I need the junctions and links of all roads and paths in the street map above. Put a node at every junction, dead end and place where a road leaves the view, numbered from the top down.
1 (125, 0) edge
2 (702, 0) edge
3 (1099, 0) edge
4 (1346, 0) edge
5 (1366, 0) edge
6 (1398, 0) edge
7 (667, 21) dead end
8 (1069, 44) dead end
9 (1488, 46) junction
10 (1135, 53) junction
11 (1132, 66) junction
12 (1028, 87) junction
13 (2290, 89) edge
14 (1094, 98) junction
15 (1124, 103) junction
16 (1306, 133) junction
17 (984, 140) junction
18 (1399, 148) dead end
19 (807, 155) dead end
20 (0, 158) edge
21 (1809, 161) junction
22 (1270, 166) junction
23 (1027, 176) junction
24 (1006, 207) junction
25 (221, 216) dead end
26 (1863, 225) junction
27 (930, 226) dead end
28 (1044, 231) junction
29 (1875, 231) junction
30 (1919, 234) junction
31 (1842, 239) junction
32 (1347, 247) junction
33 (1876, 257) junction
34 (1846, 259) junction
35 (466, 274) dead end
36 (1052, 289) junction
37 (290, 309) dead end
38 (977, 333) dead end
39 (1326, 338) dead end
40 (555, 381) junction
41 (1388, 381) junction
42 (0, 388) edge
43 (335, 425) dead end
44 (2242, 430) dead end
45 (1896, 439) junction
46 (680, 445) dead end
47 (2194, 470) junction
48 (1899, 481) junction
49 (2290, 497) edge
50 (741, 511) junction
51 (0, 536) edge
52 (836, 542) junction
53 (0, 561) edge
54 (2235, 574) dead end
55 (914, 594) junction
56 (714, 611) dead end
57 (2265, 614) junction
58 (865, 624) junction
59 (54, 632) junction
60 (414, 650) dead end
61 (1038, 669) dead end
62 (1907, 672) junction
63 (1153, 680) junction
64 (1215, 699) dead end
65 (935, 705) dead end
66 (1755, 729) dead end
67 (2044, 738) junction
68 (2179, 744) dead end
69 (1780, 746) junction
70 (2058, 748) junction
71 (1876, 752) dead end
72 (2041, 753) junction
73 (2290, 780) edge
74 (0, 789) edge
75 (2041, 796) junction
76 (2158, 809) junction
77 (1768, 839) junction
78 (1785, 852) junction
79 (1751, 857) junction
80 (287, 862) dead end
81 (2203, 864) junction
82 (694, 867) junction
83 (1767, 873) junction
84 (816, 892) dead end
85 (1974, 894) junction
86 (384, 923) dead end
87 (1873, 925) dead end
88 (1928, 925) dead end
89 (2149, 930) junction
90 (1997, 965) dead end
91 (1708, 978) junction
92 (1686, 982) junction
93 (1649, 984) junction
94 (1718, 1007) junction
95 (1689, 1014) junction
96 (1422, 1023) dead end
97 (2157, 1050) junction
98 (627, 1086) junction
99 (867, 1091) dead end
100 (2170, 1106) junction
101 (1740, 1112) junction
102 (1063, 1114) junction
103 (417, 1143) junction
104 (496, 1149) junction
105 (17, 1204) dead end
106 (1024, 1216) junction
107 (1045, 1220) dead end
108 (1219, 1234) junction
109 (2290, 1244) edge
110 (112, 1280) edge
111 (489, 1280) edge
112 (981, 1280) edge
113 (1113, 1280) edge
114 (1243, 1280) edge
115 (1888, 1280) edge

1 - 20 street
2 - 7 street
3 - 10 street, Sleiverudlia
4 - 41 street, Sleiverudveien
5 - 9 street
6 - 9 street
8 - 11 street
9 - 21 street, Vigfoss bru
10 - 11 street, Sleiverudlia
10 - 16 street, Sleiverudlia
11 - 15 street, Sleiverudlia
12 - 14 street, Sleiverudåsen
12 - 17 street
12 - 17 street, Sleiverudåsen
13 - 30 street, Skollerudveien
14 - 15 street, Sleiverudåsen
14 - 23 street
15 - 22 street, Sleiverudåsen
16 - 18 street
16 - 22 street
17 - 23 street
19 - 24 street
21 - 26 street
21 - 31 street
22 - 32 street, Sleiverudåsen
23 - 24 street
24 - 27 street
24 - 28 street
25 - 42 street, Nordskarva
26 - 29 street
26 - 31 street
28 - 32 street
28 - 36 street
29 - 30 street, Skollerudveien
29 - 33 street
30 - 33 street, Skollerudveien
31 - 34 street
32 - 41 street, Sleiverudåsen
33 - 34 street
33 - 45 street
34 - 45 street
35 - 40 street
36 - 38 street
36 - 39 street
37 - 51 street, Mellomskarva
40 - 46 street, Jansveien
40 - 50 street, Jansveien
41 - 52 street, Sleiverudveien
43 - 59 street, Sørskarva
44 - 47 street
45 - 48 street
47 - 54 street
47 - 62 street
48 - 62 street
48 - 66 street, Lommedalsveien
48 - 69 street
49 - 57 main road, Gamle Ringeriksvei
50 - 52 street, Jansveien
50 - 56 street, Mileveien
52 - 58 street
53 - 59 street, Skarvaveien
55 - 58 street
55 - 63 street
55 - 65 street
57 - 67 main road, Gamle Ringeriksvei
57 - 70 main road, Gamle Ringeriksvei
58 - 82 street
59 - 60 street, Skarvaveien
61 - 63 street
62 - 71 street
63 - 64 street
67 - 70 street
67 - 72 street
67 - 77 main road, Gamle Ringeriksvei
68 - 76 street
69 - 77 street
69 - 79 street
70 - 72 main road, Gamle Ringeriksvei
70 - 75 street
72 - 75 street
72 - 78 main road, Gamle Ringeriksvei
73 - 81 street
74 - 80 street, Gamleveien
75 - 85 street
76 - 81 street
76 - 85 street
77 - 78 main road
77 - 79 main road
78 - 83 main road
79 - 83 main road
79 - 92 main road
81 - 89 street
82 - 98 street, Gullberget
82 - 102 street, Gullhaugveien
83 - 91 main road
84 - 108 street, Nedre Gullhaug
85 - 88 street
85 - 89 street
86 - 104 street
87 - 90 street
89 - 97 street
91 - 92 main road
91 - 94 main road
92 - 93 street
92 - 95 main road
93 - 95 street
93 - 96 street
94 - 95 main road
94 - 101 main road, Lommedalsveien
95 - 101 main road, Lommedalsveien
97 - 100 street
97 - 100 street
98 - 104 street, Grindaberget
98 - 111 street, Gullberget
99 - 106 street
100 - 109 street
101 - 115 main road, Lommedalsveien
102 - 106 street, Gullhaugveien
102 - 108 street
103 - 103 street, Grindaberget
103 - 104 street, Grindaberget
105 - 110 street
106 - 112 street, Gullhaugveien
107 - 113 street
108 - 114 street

|---|

Activity:
Please count up the lines above that include the string "Jansveien" and respond with the total alone.

Expected answer:
3